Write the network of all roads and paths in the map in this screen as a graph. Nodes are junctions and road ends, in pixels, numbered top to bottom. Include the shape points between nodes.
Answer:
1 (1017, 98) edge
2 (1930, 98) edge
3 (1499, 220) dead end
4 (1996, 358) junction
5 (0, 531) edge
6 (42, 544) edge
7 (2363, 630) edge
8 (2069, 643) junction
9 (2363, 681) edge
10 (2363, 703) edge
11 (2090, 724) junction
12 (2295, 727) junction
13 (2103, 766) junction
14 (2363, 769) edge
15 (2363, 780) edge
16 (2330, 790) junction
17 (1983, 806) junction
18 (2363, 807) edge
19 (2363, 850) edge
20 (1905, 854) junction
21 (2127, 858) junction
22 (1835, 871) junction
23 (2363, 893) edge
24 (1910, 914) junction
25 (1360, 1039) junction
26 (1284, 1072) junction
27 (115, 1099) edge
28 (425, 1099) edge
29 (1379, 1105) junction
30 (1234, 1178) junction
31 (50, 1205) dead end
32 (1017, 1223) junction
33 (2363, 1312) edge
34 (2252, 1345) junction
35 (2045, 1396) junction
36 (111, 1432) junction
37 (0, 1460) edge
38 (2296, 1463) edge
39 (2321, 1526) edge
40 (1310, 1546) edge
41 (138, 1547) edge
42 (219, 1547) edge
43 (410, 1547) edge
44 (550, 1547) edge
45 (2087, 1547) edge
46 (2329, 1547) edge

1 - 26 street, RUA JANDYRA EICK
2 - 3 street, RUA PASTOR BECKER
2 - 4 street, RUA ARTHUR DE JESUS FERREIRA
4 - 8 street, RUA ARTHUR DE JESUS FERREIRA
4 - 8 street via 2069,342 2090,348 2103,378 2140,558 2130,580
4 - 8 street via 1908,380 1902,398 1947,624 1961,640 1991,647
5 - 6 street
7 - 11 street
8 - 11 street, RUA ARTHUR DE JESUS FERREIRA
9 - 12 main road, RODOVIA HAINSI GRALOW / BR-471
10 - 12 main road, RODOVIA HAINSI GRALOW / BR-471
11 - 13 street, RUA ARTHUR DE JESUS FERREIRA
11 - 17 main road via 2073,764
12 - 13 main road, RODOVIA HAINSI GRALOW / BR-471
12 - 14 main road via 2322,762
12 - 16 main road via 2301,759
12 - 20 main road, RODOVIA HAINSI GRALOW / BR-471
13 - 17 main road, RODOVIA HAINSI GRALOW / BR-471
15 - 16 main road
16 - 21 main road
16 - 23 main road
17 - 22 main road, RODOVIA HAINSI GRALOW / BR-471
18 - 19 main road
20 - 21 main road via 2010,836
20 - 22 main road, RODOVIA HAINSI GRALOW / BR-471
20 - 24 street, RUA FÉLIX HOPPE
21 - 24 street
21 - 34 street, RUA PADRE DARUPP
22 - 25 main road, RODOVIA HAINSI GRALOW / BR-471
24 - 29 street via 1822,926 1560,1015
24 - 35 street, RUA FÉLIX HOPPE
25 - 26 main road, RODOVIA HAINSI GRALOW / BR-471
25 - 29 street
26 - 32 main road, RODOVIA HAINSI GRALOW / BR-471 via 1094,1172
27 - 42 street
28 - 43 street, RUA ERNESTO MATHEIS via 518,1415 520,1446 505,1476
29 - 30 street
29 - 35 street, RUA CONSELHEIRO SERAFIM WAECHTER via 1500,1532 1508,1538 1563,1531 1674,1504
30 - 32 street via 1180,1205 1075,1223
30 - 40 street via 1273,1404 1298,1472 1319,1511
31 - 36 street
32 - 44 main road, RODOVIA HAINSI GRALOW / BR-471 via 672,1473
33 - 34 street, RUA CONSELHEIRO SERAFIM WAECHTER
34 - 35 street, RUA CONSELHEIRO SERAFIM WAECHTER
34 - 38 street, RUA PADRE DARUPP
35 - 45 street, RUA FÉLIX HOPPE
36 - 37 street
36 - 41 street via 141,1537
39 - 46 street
# # # # # # #
*What needs to be done*: Your answer should be a single number: the count of lines in the entries that contain the word "JESUS".

*Result below*: 4